Academy, Emmy, and Golden Globe Award-winning actress Sally Field is known for her roles in “Forrest Gump,” “Brothers and Sisters,” “Lincoln,” and “Steel Magnolias.” The 76-year-old actress began her career with the titular role in “Gidget” in 1965. Since then, she has appeared in various TV shows, movies, and Broadway shows. Field has also been outspoken about her personal challenges. In her 2018 memoir “In Pieces,” she opens up about being sexually abused by her stepfather as well as her struggles with depression, self-doubt, and loneliness.
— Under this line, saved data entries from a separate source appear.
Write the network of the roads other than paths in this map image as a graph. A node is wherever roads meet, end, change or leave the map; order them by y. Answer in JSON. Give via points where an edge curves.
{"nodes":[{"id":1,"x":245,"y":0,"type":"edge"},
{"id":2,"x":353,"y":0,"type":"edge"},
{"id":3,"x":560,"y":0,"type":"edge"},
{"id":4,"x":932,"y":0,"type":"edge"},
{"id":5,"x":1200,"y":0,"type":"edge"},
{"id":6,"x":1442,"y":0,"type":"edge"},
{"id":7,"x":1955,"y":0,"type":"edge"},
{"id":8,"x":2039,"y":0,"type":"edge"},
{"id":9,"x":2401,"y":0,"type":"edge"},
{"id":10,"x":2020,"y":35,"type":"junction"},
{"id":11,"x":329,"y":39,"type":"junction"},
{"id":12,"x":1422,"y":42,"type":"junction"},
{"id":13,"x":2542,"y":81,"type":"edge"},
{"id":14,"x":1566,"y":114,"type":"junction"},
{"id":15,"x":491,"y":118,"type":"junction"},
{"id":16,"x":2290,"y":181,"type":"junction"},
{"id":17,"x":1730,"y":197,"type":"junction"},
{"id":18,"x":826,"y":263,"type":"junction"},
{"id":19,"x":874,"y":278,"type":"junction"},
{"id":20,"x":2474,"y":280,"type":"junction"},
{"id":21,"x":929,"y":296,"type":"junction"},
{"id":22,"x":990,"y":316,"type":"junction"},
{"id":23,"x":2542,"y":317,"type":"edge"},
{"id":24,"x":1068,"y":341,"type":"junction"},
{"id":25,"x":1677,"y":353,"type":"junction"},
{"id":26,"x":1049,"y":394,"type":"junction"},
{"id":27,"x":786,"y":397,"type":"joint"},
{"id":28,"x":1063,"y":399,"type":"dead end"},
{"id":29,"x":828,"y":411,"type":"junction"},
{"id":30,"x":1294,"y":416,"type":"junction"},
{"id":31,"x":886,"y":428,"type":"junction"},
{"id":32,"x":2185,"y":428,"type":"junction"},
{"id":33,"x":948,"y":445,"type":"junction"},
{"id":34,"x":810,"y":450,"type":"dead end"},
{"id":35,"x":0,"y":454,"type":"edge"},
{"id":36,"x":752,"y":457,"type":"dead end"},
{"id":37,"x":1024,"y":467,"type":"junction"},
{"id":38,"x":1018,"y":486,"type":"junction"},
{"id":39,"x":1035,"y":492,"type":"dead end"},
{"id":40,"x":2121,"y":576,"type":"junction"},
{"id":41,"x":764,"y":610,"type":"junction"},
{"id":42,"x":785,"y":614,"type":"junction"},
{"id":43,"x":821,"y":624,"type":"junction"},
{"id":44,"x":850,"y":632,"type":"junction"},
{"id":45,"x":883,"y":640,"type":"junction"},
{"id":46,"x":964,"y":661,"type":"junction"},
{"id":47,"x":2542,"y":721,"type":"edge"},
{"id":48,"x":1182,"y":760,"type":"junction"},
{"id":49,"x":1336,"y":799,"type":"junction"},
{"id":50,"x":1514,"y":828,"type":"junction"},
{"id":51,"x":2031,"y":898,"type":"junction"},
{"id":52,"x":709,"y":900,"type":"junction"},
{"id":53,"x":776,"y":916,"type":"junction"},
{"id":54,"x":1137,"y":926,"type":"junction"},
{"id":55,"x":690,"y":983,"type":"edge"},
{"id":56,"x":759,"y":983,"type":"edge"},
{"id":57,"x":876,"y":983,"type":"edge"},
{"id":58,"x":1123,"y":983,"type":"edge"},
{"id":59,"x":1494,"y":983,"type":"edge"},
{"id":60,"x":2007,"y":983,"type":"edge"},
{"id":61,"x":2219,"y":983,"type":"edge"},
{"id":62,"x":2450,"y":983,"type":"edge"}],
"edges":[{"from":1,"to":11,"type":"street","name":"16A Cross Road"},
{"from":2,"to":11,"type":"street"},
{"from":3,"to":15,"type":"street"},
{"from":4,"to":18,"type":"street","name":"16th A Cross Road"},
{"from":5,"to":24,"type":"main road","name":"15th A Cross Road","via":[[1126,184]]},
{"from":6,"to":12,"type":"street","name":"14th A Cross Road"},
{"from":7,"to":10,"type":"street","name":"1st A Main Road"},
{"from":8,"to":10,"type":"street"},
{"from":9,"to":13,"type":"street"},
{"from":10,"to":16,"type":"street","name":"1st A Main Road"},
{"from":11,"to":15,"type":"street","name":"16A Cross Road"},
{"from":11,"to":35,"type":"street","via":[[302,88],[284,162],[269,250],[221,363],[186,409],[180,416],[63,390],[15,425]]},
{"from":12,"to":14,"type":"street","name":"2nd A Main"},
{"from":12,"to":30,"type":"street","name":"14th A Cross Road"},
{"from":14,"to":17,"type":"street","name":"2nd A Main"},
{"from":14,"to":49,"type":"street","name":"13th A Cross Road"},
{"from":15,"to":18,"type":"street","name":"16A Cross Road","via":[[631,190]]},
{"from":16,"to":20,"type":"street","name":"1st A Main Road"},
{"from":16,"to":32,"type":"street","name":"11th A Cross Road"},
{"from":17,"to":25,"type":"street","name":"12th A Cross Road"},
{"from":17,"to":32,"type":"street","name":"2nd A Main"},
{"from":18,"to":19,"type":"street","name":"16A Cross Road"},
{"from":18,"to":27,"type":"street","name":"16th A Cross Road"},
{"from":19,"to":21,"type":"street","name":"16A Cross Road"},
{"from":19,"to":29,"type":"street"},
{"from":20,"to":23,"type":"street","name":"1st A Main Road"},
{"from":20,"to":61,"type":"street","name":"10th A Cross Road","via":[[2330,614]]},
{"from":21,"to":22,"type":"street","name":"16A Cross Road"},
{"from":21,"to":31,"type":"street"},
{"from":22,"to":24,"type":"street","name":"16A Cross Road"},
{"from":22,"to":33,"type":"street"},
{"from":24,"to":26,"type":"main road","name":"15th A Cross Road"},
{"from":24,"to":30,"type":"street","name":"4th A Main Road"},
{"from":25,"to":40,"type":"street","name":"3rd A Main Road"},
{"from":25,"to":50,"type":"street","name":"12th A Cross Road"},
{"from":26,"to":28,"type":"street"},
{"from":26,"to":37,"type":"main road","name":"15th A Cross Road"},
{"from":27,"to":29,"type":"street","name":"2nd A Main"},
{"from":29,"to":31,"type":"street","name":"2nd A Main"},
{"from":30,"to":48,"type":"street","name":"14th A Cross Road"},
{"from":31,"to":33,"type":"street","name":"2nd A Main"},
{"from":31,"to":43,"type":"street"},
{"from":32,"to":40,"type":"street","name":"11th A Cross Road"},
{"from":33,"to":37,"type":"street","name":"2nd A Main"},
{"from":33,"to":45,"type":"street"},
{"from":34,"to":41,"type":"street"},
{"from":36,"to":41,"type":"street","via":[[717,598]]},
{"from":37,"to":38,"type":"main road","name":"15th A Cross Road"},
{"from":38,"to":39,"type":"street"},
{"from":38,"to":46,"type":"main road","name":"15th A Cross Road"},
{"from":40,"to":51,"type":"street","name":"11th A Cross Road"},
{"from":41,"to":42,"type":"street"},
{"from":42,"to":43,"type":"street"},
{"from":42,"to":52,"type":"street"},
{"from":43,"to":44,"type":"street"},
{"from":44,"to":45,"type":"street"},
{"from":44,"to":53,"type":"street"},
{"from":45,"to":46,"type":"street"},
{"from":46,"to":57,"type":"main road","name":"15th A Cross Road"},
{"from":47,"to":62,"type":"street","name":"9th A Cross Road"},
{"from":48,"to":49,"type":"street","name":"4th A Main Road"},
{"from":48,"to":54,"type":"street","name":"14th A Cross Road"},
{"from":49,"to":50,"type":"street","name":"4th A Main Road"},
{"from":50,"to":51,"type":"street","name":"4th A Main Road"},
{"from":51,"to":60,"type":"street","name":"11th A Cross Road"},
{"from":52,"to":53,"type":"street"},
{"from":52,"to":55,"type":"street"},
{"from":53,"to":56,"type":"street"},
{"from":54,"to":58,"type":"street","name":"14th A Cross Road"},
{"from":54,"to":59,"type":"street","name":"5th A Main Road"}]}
The Beginning of Her Career
Sally Field was born in Pasadena, California, on November 6, 1946. Her father, Richard Dryden Field, was a salesman and her mother was actress Margaret Field (née Morlan). After her parents divorced, her mother married actor and stuntman Jock Mahoney. Sally has a brother, Richard Field, and a half-sister, Princess O’Mahoney. [1]
Her Personal Life
Sally Field married Steven Craig in 1968, and they had two sons, Peter and Eli. They divorced in 1975, and she married Alan Greisman in 1984. They had one son together, Samuel, before divorcing in 1994. From 1976 to 1980, she dated Burt Reynolds, a difficult relationship she discusses in her memoir. She recounts his controlling behavior and how he convinced Field not to attend the Emmy ceremony where she won for “Sybil.” Reynolds actually died just before her book’s release, and in his own memoir, he called their failed relationship “the biggest regret of my life” in his 2015 memoir “But Enough About Me.” [3]
Meanwhile, Fields said they hadn’t spoken for 30 years before his passing. “He was not someone I could be around,” she explained. “He was just not good for me in any way. And he had somehow invented in his rethinking of everything that I was more important to him than he had thought, but I wasn’t. He just wanted to have the thing he didn’t have. I just didn’t want to deal with that.”
In hindsight, Field made connections between her relationship with Reynolds — which she described as “confusing and complicated, and not without loving and caring, but really complicated and hurtful to me” — and her relationship with her stepfather. In her memoir, she also talks about her stepfather’s abuse, when he would frequently call her to his room when she was 14. “I felt both a child, helpless, and not a child,” she wrote. “Powerful. This was power. And I owned it. But I wanted to be a child — and yet.” [4]
Field later found out that her mother had known about the abuse all along, but her husband had lied and said it only happened once when he was drunk. Field had told her it was “all through my childhood” and wrote the memoir after her mother died. “It was the only way I was going to find the pieces of my mother that I couldn’t put together. And until I could see that, I couldn’t forgive her, and I needed to forgive her or at least understand her. So I wrote the book to forgive her.” [5]
Sally Field Today
These days, Sally Field keeps her Oscars and Emmys in a TV room where she plays video games with her grandkids. So far, Field shows no signs of retiring with her film “Spoiler Alert” releasing next week, as well as “80 for Brady” coming in 2023.
“As an actor, she dared this town to typecast her, and then simply broke through every dogmatic barrier to find her own way — not to stardom, which I imagine she’d decry, but to great roles in great films and television,” said Steven Spielberg, her friend and “Lincoln” director. “Through her consistently good taste and feisty persistence, she has survived our ever-changing culture, stood the test of time and earned this singular place in history.”